* **INSTRUCTIONS TO FOLLOW**
Scan the records for "Digitize". Report each line that includes it.

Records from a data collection
··········

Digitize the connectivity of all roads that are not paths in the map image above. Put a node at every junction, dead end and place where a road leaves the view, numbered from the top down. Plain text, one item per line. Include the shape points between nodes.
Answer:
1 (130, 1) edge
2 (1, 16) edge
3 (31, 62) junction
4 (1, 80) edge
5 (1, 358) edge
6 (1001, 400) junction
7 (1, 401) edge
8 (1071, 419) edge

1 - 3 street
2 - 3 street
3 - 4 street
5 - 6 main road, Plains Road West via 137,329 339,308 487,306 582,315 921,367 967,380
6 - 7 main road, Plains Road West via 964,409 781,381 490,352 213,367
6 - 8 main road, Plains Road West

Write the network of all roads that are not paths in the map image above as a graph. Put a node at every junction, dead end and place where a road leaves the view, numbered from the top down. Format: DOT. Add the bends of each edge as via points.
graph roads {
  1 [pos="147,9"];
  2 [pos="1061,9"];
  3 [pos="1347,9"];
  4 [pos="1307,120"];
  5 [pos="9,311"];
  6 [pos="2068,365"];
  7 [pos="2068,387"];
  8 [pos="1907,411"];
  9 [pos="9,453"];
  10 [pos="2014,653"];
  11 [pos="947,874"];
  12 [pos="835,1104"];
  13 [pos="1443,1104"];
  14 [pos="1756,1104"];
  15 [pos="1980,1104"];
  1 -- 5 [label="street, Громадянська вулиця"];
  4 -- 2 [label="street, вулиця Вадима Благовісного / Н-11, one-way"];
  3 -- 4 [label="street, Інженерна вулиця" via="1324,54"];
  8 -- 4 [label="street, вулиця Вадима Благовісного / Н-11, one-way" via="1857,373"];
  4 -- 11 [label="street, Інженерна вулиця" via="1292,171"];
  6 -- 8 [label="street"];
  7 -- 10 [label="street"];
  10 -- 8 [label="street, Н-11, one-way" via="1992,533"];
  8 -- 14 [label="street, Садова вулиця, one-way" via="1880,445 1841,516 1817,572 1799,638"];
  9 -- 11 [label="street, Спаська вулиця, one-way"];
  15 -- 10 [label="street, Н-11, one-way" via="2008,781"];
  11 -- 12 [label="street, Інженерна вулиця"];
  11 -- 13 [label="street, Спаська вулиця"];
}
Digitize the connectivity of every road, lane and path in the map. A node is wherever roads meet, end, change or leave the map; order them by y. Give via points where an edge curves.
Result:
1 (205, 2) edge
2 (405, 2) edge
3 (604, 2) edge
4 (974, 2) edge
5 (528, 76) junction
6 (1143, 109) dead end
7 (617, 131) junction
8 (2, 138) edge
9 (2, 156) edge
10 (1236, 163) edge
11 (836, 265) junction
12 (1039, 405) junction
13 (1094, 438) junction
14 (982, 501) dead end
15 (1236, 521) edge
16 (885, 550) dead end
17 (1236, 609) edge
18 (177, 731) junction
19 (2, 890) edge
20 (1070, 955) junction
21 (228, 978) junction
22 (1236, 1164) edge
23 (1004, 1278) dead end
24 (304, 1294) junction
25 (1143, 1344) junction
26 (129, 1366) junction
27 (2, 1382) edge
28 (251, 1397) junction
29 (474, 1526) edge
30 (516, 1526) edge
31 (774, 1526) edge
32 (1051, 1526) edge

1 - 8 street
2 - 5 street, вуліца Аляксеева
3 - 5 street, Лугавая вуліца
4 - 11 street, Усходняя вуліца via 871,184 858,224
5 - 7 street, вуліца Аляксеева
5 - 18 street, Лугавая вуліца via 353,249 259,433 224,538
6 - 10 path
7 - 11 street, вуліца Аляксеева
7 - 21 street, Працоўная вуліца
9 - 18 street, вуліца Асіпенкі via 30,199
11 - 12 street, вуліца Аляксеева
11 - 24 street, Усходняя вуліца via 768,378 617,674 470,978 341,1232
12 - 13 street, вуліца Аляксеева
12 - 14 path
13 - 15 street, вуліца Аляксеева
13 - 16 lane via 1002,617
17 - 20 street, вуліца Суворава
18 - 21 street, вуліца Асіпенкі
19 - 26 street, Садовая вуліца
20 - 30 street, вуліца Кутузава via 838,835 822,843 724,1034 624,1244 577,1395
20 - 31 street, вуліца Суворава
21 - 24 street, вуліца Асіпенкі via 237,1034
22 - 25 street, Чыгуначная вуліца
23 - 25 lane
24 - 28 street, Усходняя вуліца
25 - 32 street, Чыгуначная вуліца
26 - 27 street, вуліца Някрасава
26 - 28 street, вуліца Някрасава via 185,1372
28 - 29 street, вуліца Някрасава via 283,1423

··········

* **EXERCISE RESPONSE**
Digitize the connectivity of all roads that are not paths in the map image above. Put a node at every junction, dead end and place where a road leaves the view, numbered from the top down. Plain text, one item per line. Include the shape points between nodes.
Digitize the connectivity of every road, lane and path in the map. A node is wherever roads meet, end, change or leave the map; order them by y. Give via points where an edge curves.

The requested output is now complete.